Re: [PATCH][1/n] Fix PR81303

2017-07-21 Thread Richard Biener

On Fri, 21 Jul 2017, Bin.Cheng wrote:

> On Fri, Jul 21, 2017 at 8:12 AM, Richard Biener  wrote:
> >
> > The following is sth I noticed when looking at a way to fix PR81303.
> > We happily compute a runtime cost model threshold that executes the
> > vectorized variant even though no vector iteration takes place due
> > to the number of prologue/epilogue iterations.  The following fixes
> > that -- note that if we do not know the prologue/epilogue counts
> > statically they are estimated at vf/2 which means there's still the
> > chance the vector iteration won't execute.  To fix that we'd have to
> > estimate those as vf-1 instead, sth we might consider doing anyway
> > given that we regularly completely peel the epilogues vf-1 times
> > in that case.  Maybe as followup.
> Hi,
> Do we consider disabling epilogue peeling if # of iters is unknown at
> compilation time?

Well, we peel which if size doesn't explode should be profitable because 
of better branch prediction.

>  When loop is versioned, could we share epilogue
> with versioned loop?  Epilogue was shared before?

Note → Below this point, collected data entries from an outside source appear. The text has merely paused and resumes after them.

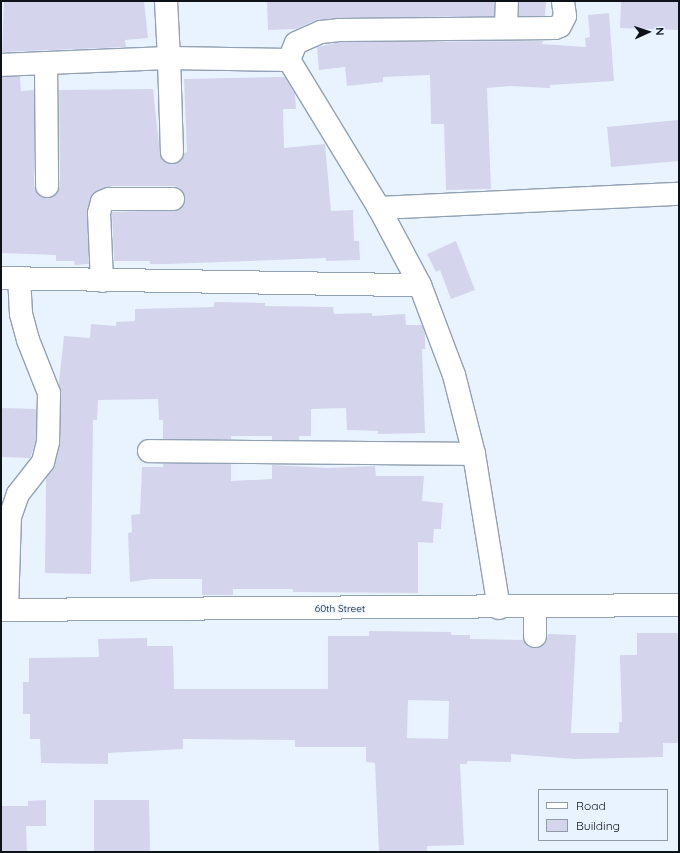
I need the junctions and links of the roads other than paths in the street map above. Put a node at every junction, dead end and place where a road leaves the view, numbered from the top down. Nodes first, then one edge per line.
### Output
1 (166, 1) edge
2 (507, 1) edge
3 (563, 1) edge
4 (506, 27) junction
5 (169, 58) junction
6 (289, 60) junction
7 (46, 63) junction
8 (1, 65) edge
9 (172, 152) dead end
10 (47, 186) dead end
11 (679, 194) edge
12 (173, 199) dead end
13 (379, 208) junction
14 (10, 278) edge
15 (102, 281) junction
16 (420, 285) junction
17 (149, 451) dead end
18 (474, 454) junction
19 (679, 605) edge
20 (499, 608) junction
21 (535, 608) junction
22 (4, 610) edge
23 (535, 636) dead end

1 - 5 street
2 - 4 street
3 - 4 street
4 - 6 street
5 - 6 street
5 - 7 street
5 - 9 street
6 - 13 street
7 - 8 street
7 - 10 street
11 - 13 street
12 - 15 street
13 - 16 street
14 - 15 street
14 - 22 street
15 - 16 street
16 - 18 street
17 - 18 street
18 - 20 street
19 - 21 street, 60th Street
20 - 21 street, 60th Street
20 - 22 street, 60th Street
21 - 23 street

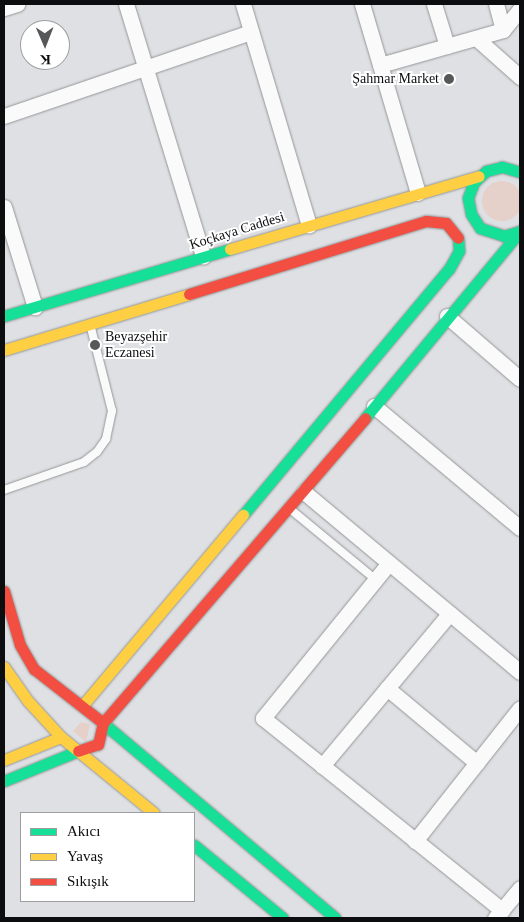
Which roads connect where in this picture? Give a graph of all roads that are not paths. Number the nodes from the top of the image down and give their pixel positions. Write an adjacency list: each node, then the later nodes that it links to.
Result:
1 (17, 4): 7 (street)
2 (126, 4): 14 (street)
3 (243, 4): 10 (street)
4 (362, 4): 13 (street)
5 (434, 4): 12 (street)
6 (496, 4): 9 (street)
7 (4, 8)
8 (520, 8): 9 (street)
9 (503, 30): 11 (street)
10 (251, 32): 14 (street); 24 (street)
11 (476, 38): 12 (street); 15 (street)
12 (446, 46): 13 (street)
13 (380, 65): 21 (street)
14 (146, 68): 16 (street); 27 (street)
15 (520, 78)
16 (4, 116)
17 (520, 159): 18 (main road)
18 (502, 167): 19 (main road); 20 (main road, Koçkaya Caddesi)
19 (520, 172)
20 (479, 176): 21 (main road, Koçkaya Caddesi); 23 (main road)
21 (418, 193): 24 (main road, Koçkaya Caddesi)
22 (4, 207): 28 (street)
23 (473, 219): 25 (main road); 26 (main road)
24 (309, 225): 27 (main road, Koçkaya Caddesi)
25 (451, 227): 31 (main road); 46 (main road)
26 (520, 231): 30 (main road)
27 (203, 256): 28 (main road, Koçkaya Caddesi)
28 (35, 307): 29 (main road, Koçkaya Caddesi)
29 (4, 316)
30 (447, 316): 33 (street); 34 (main road)
31 (90, 323): 32 (main road); 35 (lane)
32 (4, 350)
33 (520, 379)
34 (374, 406): 36 (main road); 38 (street)
35 (4, 490)
36 (304, 492): 37 (main road); 39 (street)
37 (289, 509): 40 (lane); 50 (main road)
38 (520, 528)
39 (389, 563): 40 (street); 42 (street)
40 (375, 579): 55 (street)
41 (4, 591): 46 (main road)
42 (450, 613): 44 (street); 45 (street)
43 (4, 667): 51 (main road)
44 (520, 672)
45 (387, 688): 54 (street); 55 (street)
46 (82, 706): 48 (main road); 50 (main road)
47 (520, 708): 54 (street)
48 (72, 712)
49 (62, 723): 51 (main road)
50 (103, 723): 52 (main road); 63 (main road)
51 (61, 737): 52 (main road); 53 (main road)
52 (78, 751): 56 (main road); 57 (main road)
53 (4, 760)
54 (477, 763): 58 (street)
55 (322, 766): 58 (street)
56 (4, 781)
57 (153, 812)
58 (416, 841): 61 (street)
59 (195, 846): 62 (main road)
60 (520, 888): 61 (street)
61 (499, 914)
62 (283, 918)
63 (336, 918)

When not versioning we share the epilogue, yes.  With versioning
we don't because we use the versioning code.  It looks like sharing
the epilogue makes RAs job harder though.

Richard.

> Thanks,
> bin
> >
> > Bootstrapped and tested on x86_64-unknown-linux-gnu, applied to trunk.
> >
> > Richard.
> >
> > 2016-07-21  Richard Biener  
> >
> > PR tree-optimization/81303
> > * tree-vect-loop.c (vect_estimate_min_profitable_iters): Take
> > into account prologue and epilogue iterations when raising
> > min_profitable_iters to sth at least covering one vector iteration.
> >
> > Index: gcc/tree-vect-loop.c
> > ===
> > --- gcc/tree-vect-loop.c(revision 250384)
> > +++ gcc/tree-vect-loop.c(working copy)
> > @@ -3702,8 +3702,9 @@ vect_estimate_min_profitable_iters (loop
> >"  Calculated minimum iters for profitability: %d\n",
> >min_profitable_iters);
> >
> > -  min_profitable_iters =
> > -   min_profitable_iters < vf ? vf : min_profitable_iters;
> > +  /* We want the vectorized loop to execute at least once.  */
> > +  if (min_profitable_iters < (vf + peel_iters_prologue + 
> > peel_iters_epilogue))
> > +min_profitable_iters = vf + peel_iters_prologue + peel_iters_epilogue;
> >
> >if (dump_enabled_p ())
> >  dump_printf_loc (MSG_NOTE, vect_location,
> 
> 

-- 
Richard Biener 
SUSE LINUX GmbH, GF: Felix Imendoerffer, Jane Smithard, Graham Norton, HRB 
21284 (AG Nuernberg)

[PATCH][2/n] Fix PR81303

2017-07-21 Thread Richard Biener


This fixes mismatched cost compute in peeling cost estimation by
using the same routine also for no peeling costing (the original
implementation failed to handle the same special cases such as
groups and thus always over-estimated no peeling cost...).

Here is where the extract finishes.